برنامه ریزی تمدید دوره آموزش برای پاسخگویی به تقاضای بازار با استفاده از تکنیک های داده کاوی - به عنوان مثال دانشگاه تکنولوژی Chinkuo در تایوان
|کد مقاله||سال انتشار||مقاله انگلیسی||ترجمه فارسی||تعداد کلمات|
|22103||2008||7 صفحه PDF||سفارش دهید||محاسبه نشده|
Publisher : Elsevier - Science Direct (الزویر - ساینس دایرکت)
Journal : Expert Systems with Applications, Volume 34, Issue 1, January 2008, Pages 596–602
This study used data mining techniques to analyze the course preferences and course completion rates of enrollees in extension education courses at a university in Taiwan. First, extension courses were classified into five broad groups. Records of enrollees in extension courses from 2000-5 were then analyzed by three data mining algorithms: Decision Tree, Link Analysis, and Decision Forest. Decision tree was used to find enrollee course preferences, Link Analysis found the correlation between course category and enrollee profession, and Decision Forest found the probability of enrollees completing preferred courses. Results will be used as a reference for curriculum development in the extension program.

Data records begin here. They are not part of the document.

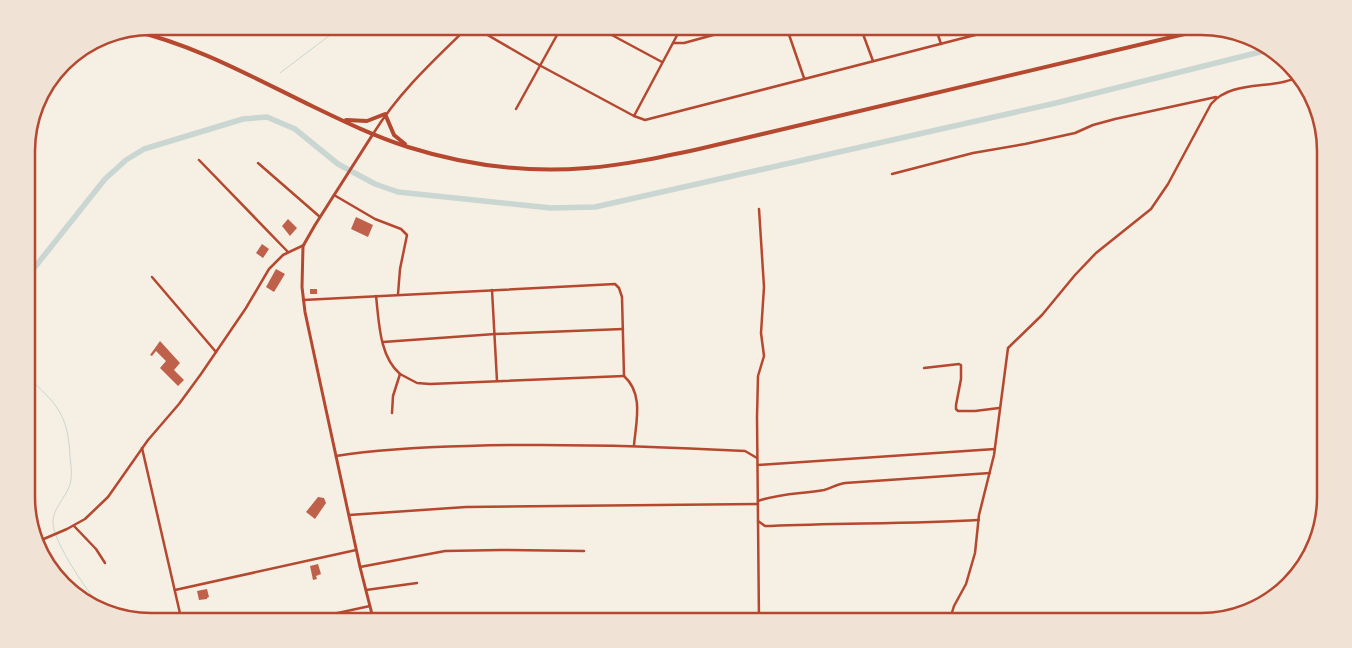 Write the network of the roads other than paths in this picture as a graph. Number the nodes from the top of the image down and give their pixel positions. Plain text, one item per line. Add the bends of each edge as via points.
1 (149, 35) edge
2 (461, 35) edge
3 (486, 35) edge
4 (557, 35) edge
5 (612, 35) edge
6 (677, 35) edge
7 (713, 35) edge
8 (789, 35) edge
9 (863, 35) edge
10 (938, 35) edge
11 (976, 35) edge
12 (1180, 35) edge
13 (673, 43) junction
14 (941, 44) junction
15 (873, 61) junction
16 (663, 62) junction
17 (541, 66) junction
18 (804, 78) junction
19 (1293, 80) edge
20 (1217, 97) junction
21 (516, 109) dead end
22 (385, 114) junction
23 (634, 116) junction
24 (344, 120) junction
25 (373, 134) junction
26 (408, 147) junction
27 (199, 160) dead end
28 (258, 162) dead end
29 (892, 174) dead end
30 (334, 195) junction
31 (759, 209) dead end
32 (320, 216) junction
33 (304, 244) junction
34 (288, 252) junction
35 (152, 277) dead end
36 (492, 290) junction
37 (398, 294) junction
38 (376, 296) junction
39 (303, 300) junction
40 (623, 329) junction
41 (495, 334) junction
42 (383, 342) junction
43 (216, 353) junction
44 (924, 368) dead end
45 (400, 374) junction
46 (624, 376) junction
47 (497, 381) junction
48 (1000, 408) junction
49 (392, 413) dead end
50 (634, 446) junction
51 (142, 448) junction
52 (995, 449) junction
53 (336, 456) junction
54 (757, 458) junction
55 (758, 465) junction
56 (990, 473) junction
57 (758, 503) junction
58 (349, 515) junction
59 (979, 520) junction
60 (758, 521) junction
61 (74, 526) junction
62 (43, 539) edge
63 (356, 550) junction
64 (584, 551) dead end
65 (105, 563) dead end
66 (360, 567) junction
67 (417, 584) dead end
68 (175, 590) junction
69 (365, 590) junction
70 (370, 606) junction
71 (180, 613) edge
72 (338, 613) edge
73 (372, 613) edge
74 (759, 613) edge
75 (951, 613) edge

1 - 24 main road via 203,53
2 - 22 street via 407,87
3 - 17 street
4 - 17 street
5 - 16 street
6 - 13 street
7 - 13 street
8 - 18 street
9 - 15 street
10 - 14 street
11 - 14 street
12 - 26 main road via 627,163 578,169 532,169 471,162
13 - 16 street
14 - 15 street
15 - 18 street
16 - 23 street
17 - 21 street
17 - 23 street
18 - 23 street via 645,120
19 - 20 street
20 - 29 street
20 - 48 street via 1152,209 1096,253 1042,315 1008,348
22 - 24 main road via 367,121
22 - 25 street
22 - 26 main road via 394,135
24 - 25 main road
25 - 26 main road
25 - 30 street
27 - 34 street
28 - 32 street
30 - 32 street
30 - 37 street via 408,235
31 - 54 street via 764,356 758,376
32 - 33 street
33 - 34 street
33 - 39 street
34 - 43 street via 269,269
35 - 43 street
36 - 37 street
36 - 40 street via 615,284 622,297
36 - 41 street
37 - 38 street
38 - 39 street
38 - 42 street
39 - 53 street
40 - 41 street
40 - 46 street
41 - 42 street
41 - 47 street
42 - 45 street via 391,364
43 - 51 street
44 - 48 street via 961,365 958,411
45 - 47 street via 422,384
45 - 49 street
46 - 47 street
46 - 50 street via 636,393
48 - 52 street
50 - 53 street via 454,446
50 - 54 street via 745,451
51 - 61 street via 108,497
51 - 68 street
52 - 55 street
52 - 56 street
53 - 58 street
54 - 55 street
55 - 57 street
56 - 57 street via 846,482 825,490 771,496
56 - 59 street
57 - 58 street via 466,507
57 - 60 street
58 - 63 street
59 - 60 street via 771,526
59 - 75 street via 970,573
60 - 74 street
61 - 62 street
61 - 65 street
63 - 66 street
63 - 68 street
64 - 66 street via 445,551
66 - 69 street
67 - 69 street
68 - 71 street
69 - 70 street
70 - 72 street
70 - 73 street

In the last two decades, a revolution in education has followed on the heels of economic growth and political reform. The number of institutions of higher education has increased steadily, and vocational junior colleges offering two year degrees are being phased out, upgrading to universities/institutes of technology offering 4 year degree programs. To meet the demand for higher education, the number of institutions of higher education in Taiwan is expected to increase to 155 over the next twenty years, up from the current 30 (Department of Higher Education, 2005). Education has gone from being the province of elites to a commodity accessible to anyone. As the number of colleges has increased, colleges and universities have found themselves facing stiff competition for students. As a result, many colleges and universities have established Continuing/Extension Education Centers to provide accredited and non-accredited courses as well as short- and medium-term vocational training for adults, both in and out of the employment pool. These institutions take as a foundational principle that successful long-term management of extension education must be focused on satisfying the needs of the community, local industry, and local professional development. The purpose of this research was to use data mining techniques to uncover the preferences and future choices of continuing education students of an Extension Education Center at a university in Taiwan. This data would then be used to better target curriculum on student needs. Decision Tree Algorithms, Link Analysis Algorithms, and Decision Forest Algorithms developed from the theory of Data mining were used in this research. Data consisted of the student records of enrollees in courses in the 5 academic years from 2000 to 2005 planned by the Extension Education Center of Chienkuo Technology University (hereinafter CTU). Results of the research included (1) course preferences of enrollees; (2) the relationship between course categories offered and enrollee profession; (3) the relationship between course preferences, enrollee profession and the probability of course completion. These results will be used as a reference in future curriculum development at the Extension Education Center of CTU.
نتیجه گیری انگلیسی
In this study, data mining is used to look for correlations between the preferred course category and enrollee profession, among enrollees in extension courses at CTU over five academic years between 2000 and 2005. First, Decision Tree was used to build up a structure tree relation, which was used to find the preferred courses. Next, Link Analysis was used to find the correlation between course category and enrollee profession. Finally, Decision Forest found the preferred courses of enrollees from different sectors, along with the probability of course completion for enrollees by sector. Based on the results of applied three algorithms in this study, the Extension Education Center at CTU can plan future courses based on the needs of different enrollee professions. This study also shows that data mining may have great promise as a reference for curriculum development and marketing in any field of higher education, not just extension education. Future research can follow many different directions. Once curriculum has been adjusted in the directions suggested by the results of data mining, studies should be performed to determine whether recruiting has risen as a result of the targeted curriculum. Data from other universities in the local area may also be investigated to better understand the needs of local students and local industry. Further, additional data mining techniques should be investigated for their applicability to this type of research.